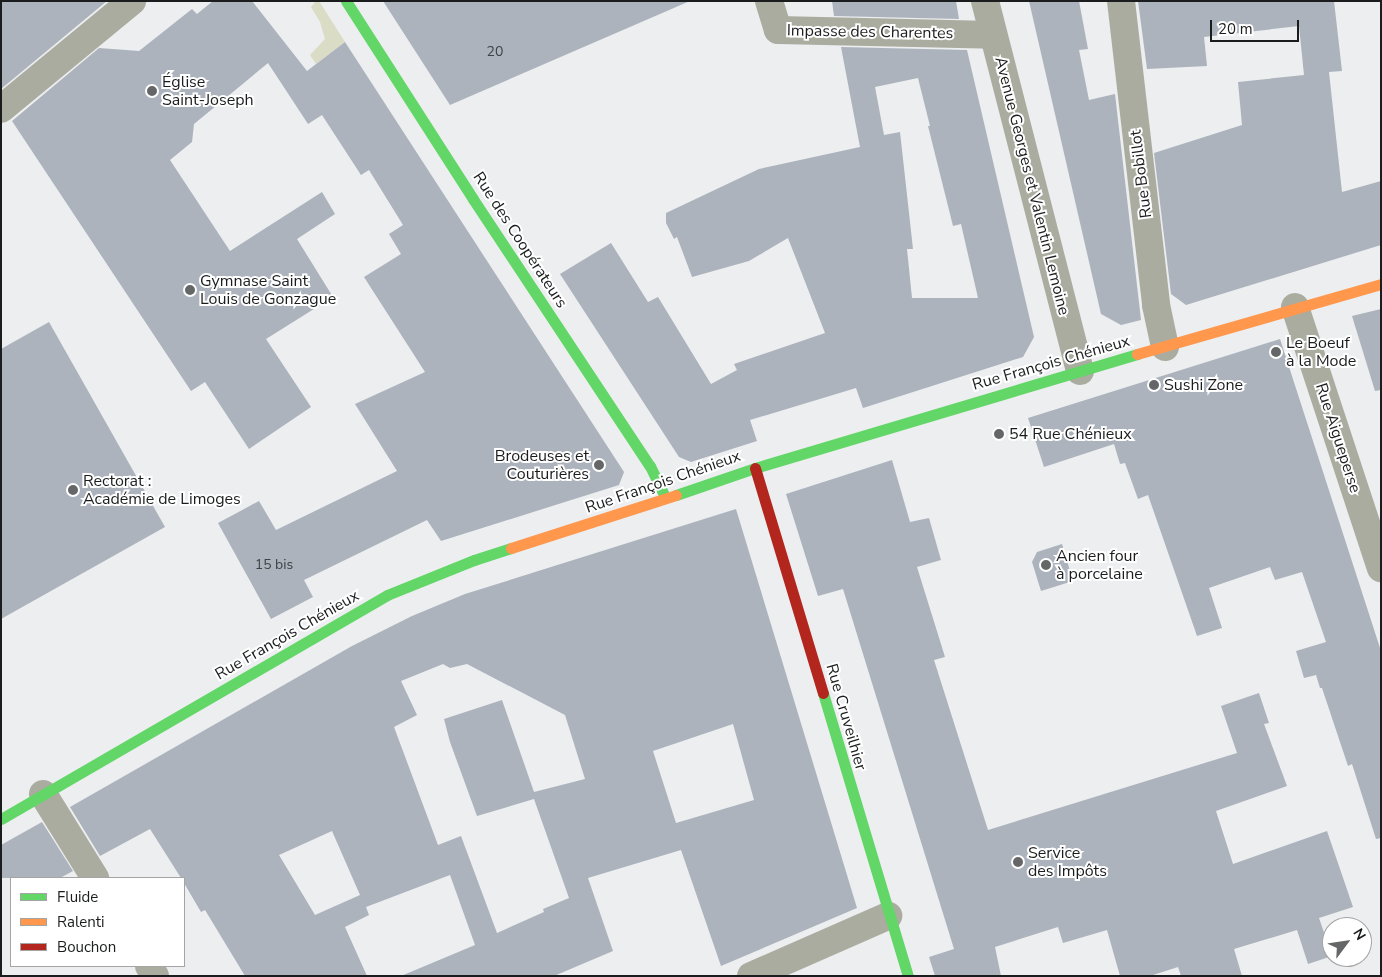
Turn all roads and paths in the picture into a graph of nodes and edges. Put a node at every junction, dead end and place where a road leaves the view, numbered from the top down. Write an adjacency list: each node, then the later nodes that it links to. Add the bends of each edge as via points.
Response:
1 (132, 1): 7 (street)
2 (346, 1): 13 (main road, Rue des Coopérateurs, via 650,466)
3 (769, 1): 6 (street, Impasse des Charentes, via 778,30)
4 (985, 1): 6 (street, Avenue Georges et Valentin Lemoine)
5 (1120, 1): 10 (street, Rue Bobillot, via 1156,305)
6 (993, 35): 11 (street, Avenue Georges et Valentin Lemoine)
7 (7, 105)
8 (1381, 284): 9 (main road, Rue François Chénieux)
9 (1295, 307): 10 (main road, Rue François Chénieux); 14 (street, Rue Aigueperse)
10 (1165, 347): 11 (main road, Rue François Chénieux)
11 (1080, 371): 12 (main road, Rue François Chénieux)
12 (755, 468): 13 (main road, Rue François Chénieux); 18 (main road, Rue Cruveilhier)
13 (665, 497): 15 (main road, Rue François Chénieux, via 474,560 387,595)
14 (1381, 568)
15 (43, 794): 16 (main road, Rue François Chénieux); 17 (street)
16 (1, 819)
17 (94, 877)
18 (888, 916): 19 (street); 20 (main road, Rue Cruveilhier)
19 (751, 976)
20 (908, 976)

· · · ·

Give the listing again word for word. Skip every image.

Your response -
Turn all roads and paths in the picture into a graph of nodes and edges. Put a node at every junction, dead end and place where a road leaves the view, numbered from the top down. Write an adjacency list: each node, then the later nodes that it links to. Add the bends of each edge as via points.
Response:
1 (132, 1): 7 (street)
2 (346, 1): 13 (main road, Rue des Coopérateurs, via 650,466)
3 (769, 1): 6 (street, Impasse des Charentes, via 778,30)
4 (985, 1): 6 (street, Avenue Georges et Valentin Lemoine)
5 (1120, 1): 10 (street, Rue Bobillot, via 1156,305)
6 (993, 35): 11 (street, Avenue Georges et Valentin Lemoine)
7 (7, 105)
8 (1381, 284): 9 (main road, Rue François Chénieux)
9 (1295, 307): 10 (main road, Rue François Chénieux); 14 (street, Rue Aigueperse)
10 (1165, 347): 11 (main road, Rue François Chénieux)
11 (1080, 371): 12 (main road, Rue François Chénieux)
12 (755, 468): 13 (main road, Rue François Chénieux); 18 (main road, Rue Cruveilhier)
13 (665, 497): 15 (main road, Rue François Chénieux, via 474,560 387,595)
14 (1381, 568)
15 (43, 794): 16 (main road, Rue François Chénieux); 17 (street)
16 (1, 819)
17 (94, 877)
18 (888, 916): 19 (street); 20 (main road, Rue Cruveilhier)
19 (751, 976)
20 (908, 976)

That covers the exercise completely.